Seu depoimento repassado de saudade e de tristeza pelo trágico destino que teve seu filho Marcelo, vítima, com tantas outras, da ditadura argentina, responsável por 30.000 desaparecidos. Triste triplamente porque sua nora grávida de uma menina. Maria Cláudia García, havia também sido assassinada por militares argentinos, mas seus restos mortais ainda não foram localizados, mas Guelman teve informações de que restos mortais encontrados num batalhão uruguaio podem bem ser os da sua nora. O poeta só está aguardando o resultado de “exames” para identificação. A filha que ela teve com Marcelo fora entregue a uma família no Uruguai. O poeta só conseguiu encontrar a neta, após penosas tentativas de localização, vinte e três anos depois do sequestro em 1976.

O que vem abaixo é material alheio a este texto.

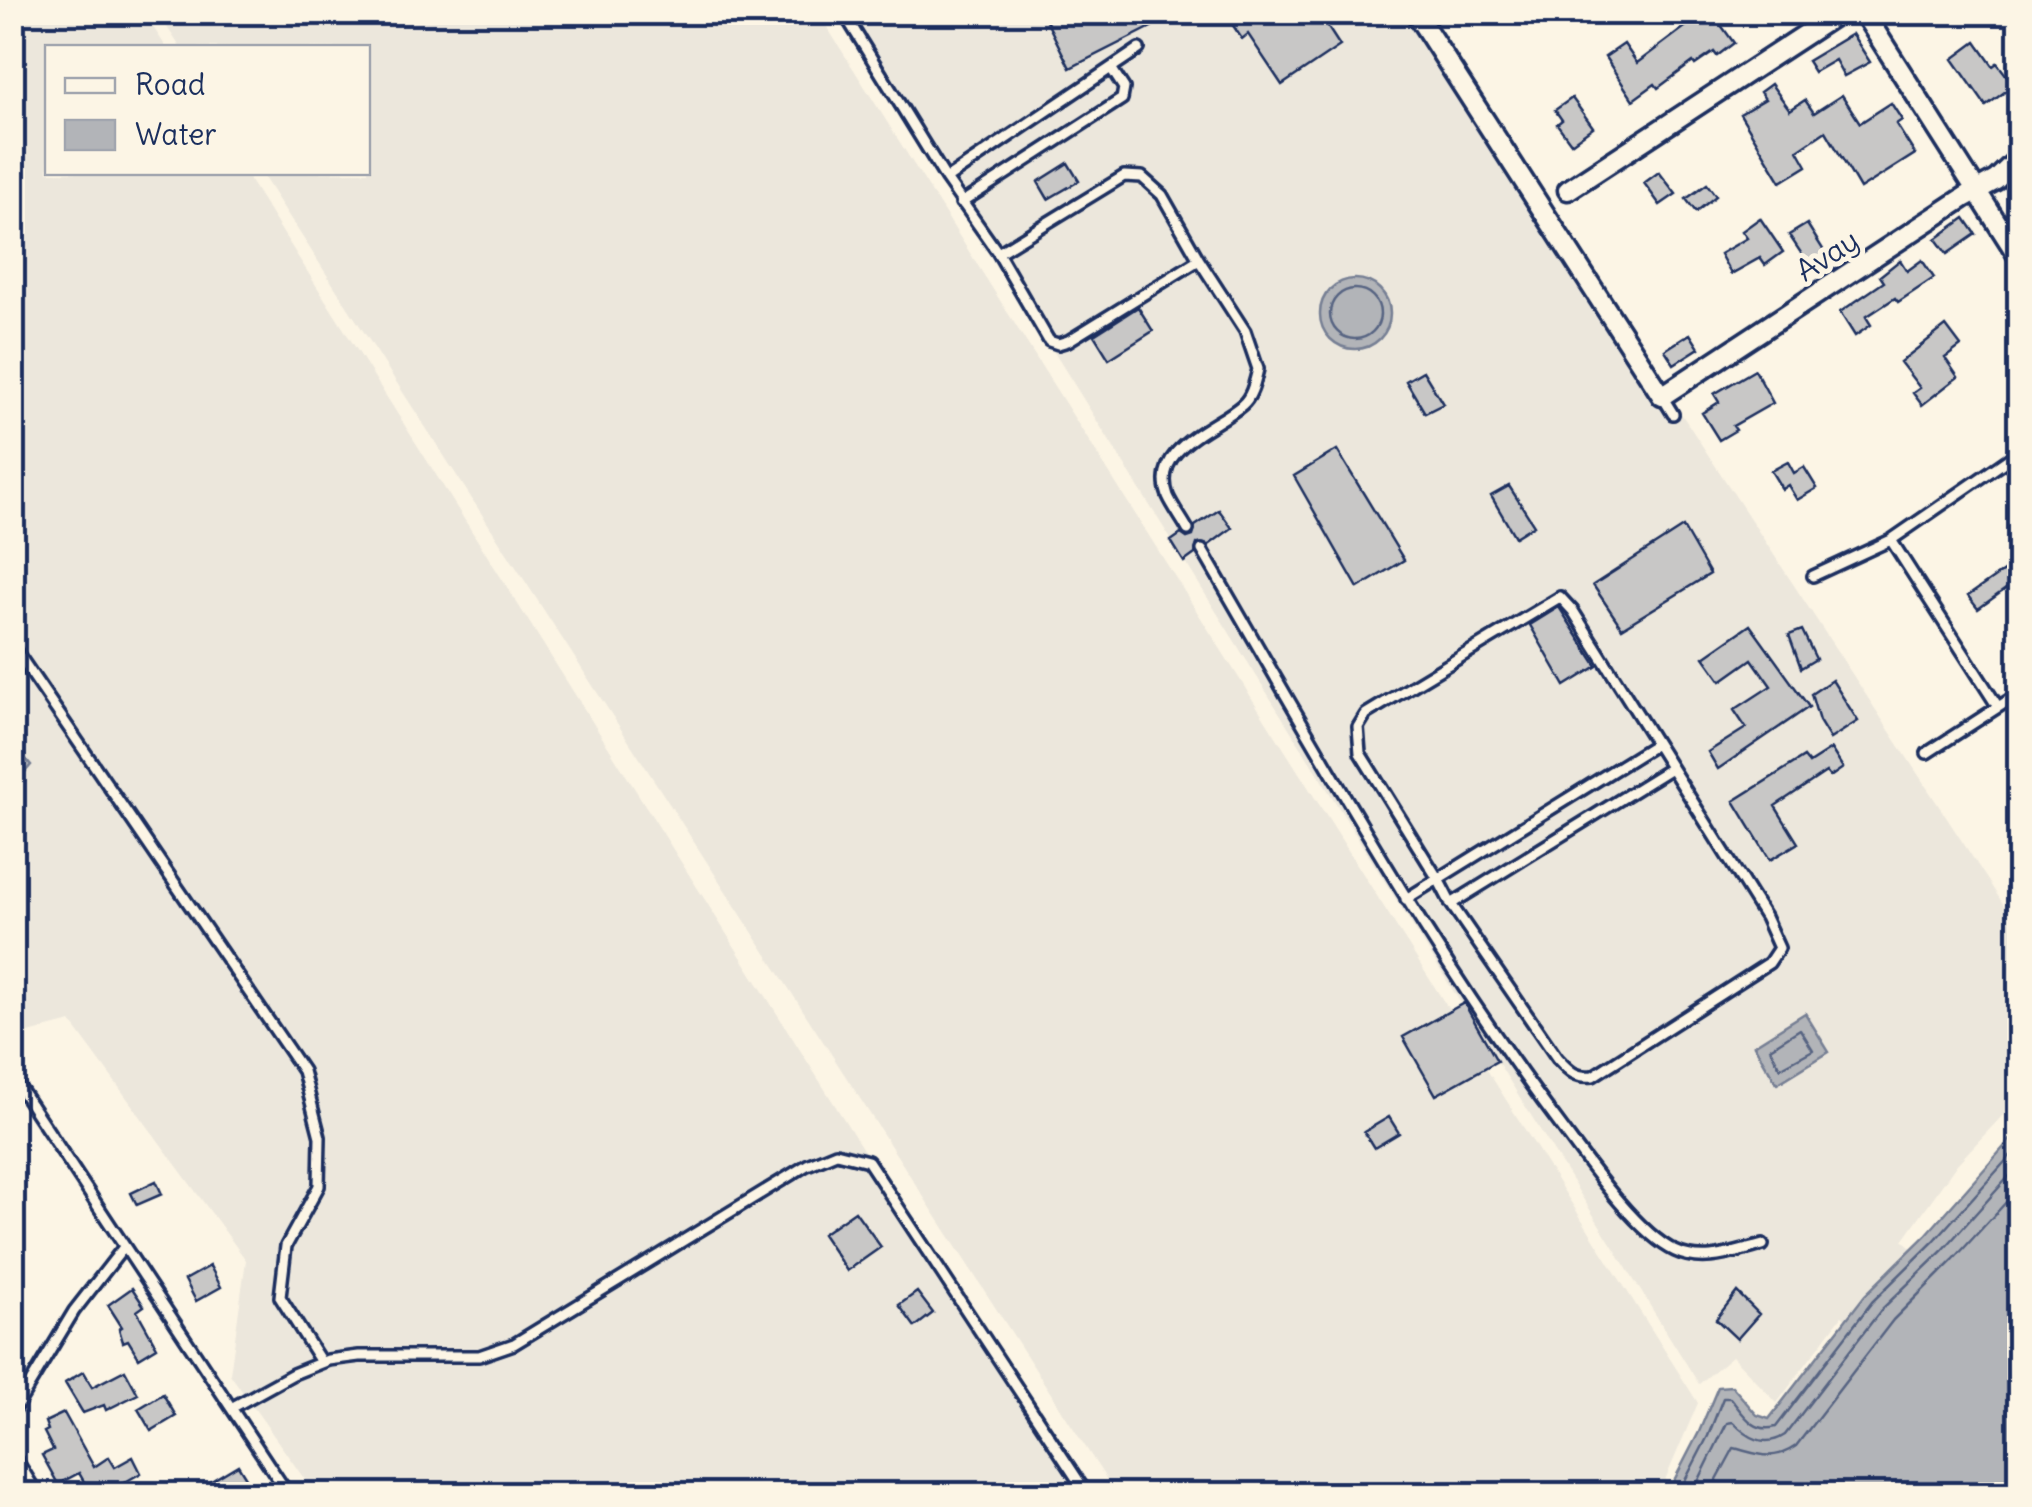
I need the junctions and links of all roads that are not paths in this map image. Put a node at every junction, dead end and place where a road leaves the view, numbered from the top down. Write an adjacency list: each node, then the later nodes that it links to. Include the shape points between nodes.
1 (844, 12): 8 (lane)
2 (1415, 12): 15 (street)
3 (1840, 12): 9 (street)
4 (1863, 12): 10 (street)
5 (1138, 49): 6 (lane)
6 (1111, 68): 8 (lane); 11 (lane, via 1124,88 1122,99)
7 (2020, 157): 10 (street, Avay)
8 (946, 179): 11 (lane)
9 (1568, 190)
10 (1975, 190): 13 (street); 15 (street, Avay)
11 (961, 203): 12 (lane)
12 (998, 254): 14 (lane, via 1124,176 1142,177 1162,194); 14 (lane, via 1049,341 1058,344)
13 (2020, 259)
14 (1199, 260): 18 (lane, via 1245,331 1258,369 1246,403 1196,434 1167,471 1168,494)
15 (1662, 396): 16 (lane)
16 (1674, 414)
17 (2020, 451): 19 (lane)
18 (1188, 530)
19 (1892, 540): 21 (lane); 24 (lane)
20 (1202, 550): 29 (lane)
21 (1813, 576)
22 (12, 645): 34 (lane, via 302,1071 320,1138 319,1186 286,1246 280,1298)
23 (2020, 693): 24 (lane)
24 (1998, 707): 26 (lane)
25 (1656, 744): 27 (lane); 28 (lane); 28 (lane, via 1560,598 1366,714 1358,727 1360,754)
26 (1927, 753)
27 (1671, 768): 30 (lane); 30 (lane, via 1779,948 1769,963 1593,1076 1569,1072 1557,1058)
28 (1438, 880): 29 (lane); 30 (lane)
29 (1406, 899): 32 (lane, via 1508,1056 1650,1233 1676,1252 1710,1259)
30 (1451, 904)
31 (12, 1076): 33 (lane)
32 (1763, 1244)
33 (124, 1247): 35 (lane); 36 (lane, via 74,1311)
34 (322, 1362): 35 (lane); 40 (lane, via 479,1356 514,1344 836,1153 868,1161)
35 (233, 1407): 39 (lane)
36 (12, 1414)
37 (12, 1462): 38 (street)
38 (32, 1494)
39 (288, 1494)
40 (1087, 1494)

            A grande saga em que se converteu a sua história de pai de um desaparecido consistiu em lutar, com todas as suas forças, no sentido de descobrir o corpo do filho, o que só aconteceu em 1990.Para o pai foi “..como se tivesse recuperado sua memória”, da mesma maneira que o encontro com a sua neta, de nome Macarena, lhe trouxa grande alegria de avô.
Guelman não mais quis retornar para a Argentina. As cicatrizes foram grandes demais e, mesmo com a volta à democracia, não mais se sentiria bem em seu país . Escolheu como lugar definitivo o México onde continua produzindo poesia. A morte de seu filho amado lhe inspirou um poema longo a ele dedicado  chamado “Carta aberta.”
          O exemplo do Juan Guelman resume o de tantos outros argentinos sofridos e eternamente amargurados, cujo símbolo maior são “as mães da Praça de Maio”, com os seus desaparecidos durante o  longo pesadelo que foi o período em que imperavam absolutas  as forças antidemocráticas, o que demonstra à saciedade o quanto as ditaduras fazem mal à humanidade e o quanto os homens de bem e de pensamento livre, em qualquer parte, devem lutar incessantemente para que o ser humano não perca a vida e a liberdade.